**WORK TO BE COMPLETED:** Only these lines are needed: the first line of the entries below through the line with "Extract the road", each returned exactly.

Saved data entries:
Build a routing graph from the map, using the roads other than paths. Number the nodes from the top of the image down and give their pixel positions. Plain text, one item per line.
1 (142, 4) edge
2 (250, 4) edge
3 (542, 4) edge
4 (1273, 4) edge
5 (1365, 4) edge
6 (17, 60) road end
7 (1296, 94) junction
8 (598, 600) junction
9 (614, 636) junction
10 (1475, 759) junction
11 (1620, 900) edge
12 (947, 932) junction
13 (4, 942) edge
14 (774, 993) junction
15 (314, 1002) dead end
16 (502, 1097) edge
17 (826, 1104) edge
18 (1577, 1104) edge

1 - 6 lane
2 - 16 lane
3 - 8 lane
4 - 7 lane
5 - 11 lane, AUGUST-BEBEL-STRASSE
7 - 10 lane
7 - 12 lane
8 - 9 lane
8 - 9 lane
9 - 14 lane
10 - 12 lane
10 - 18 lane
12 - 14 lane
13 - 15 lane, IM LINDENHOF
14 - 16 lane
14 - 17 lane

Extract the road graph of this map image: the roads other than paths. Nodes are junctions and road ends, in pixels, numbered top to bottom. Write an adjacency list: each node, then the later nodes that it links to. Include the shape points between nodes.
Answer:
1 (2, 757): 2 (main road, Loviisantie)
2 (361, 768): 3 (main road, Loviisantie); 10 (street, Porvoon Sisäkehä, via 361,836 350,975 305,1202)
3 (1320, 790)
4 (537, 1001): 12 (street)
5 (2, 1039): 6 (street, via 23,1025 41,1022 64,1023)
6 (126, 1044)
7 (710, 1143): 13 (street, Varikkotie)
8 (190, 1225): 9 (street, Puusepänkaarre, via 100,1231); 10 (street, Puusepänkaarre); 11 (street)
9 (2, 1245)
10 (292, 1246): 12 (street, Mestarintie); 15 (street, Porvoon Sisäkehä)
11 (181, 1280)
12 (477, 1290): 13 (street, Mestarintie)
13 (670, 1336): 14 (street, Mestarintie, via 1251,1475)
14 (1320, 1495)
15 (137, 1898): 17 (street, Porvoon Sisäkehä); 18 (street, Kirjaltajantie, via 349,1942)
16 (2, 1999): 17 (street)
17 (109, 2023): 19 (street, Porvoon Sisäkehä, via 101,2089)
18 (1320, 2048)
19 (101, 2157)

**YOUR RESPONSE:**
Build a routing graph from the map, using the roads other than paths. Number the nodes from the top of the image down and give their pixel positions. Plain text, one item per line.
1 (142, 4) edge
2 (250, 4) edge
3 (542, 4) edge
4 (1273, 4) edge
5 (1365, 4) edge
6 (17, 60) road end
7 (1296, 94) junction
8 (598, 600) junction
9 (614, 636) junction
10 (1475, 759) junction
11 (1620, 900) edge
12 (947, 932) junction
13 (4, 942) edge
14 (774, 993) junction
15 (314, 1002) dead end
16 (502, 1097) edge
17 (826, 1104) edge
18 (1577, 1104) edge

1 - 6 lane
2 - 16 lane
3 - 8 lane
4 - 7 lane
5 - 11 lane, AUGUST-BEBEL-STRASSE
7 - 10 lane
7 - 12 lane
8 - 9 lane
8 - 9 lane
9 - 14 lane
10 - 12 lane
10 - 18 lane
12 - 14 lane
13 - 15 lane, IM LINDENHOF
14 - 16 lane
14 - 17 lane

Extract the road graph of this map image: the roads other than paths. Nodes are junctions and road ends, in pixels, numbered top to bottom. Write an adjacency list: each node, then the later nodes that it links to. Include the shape points between nodes.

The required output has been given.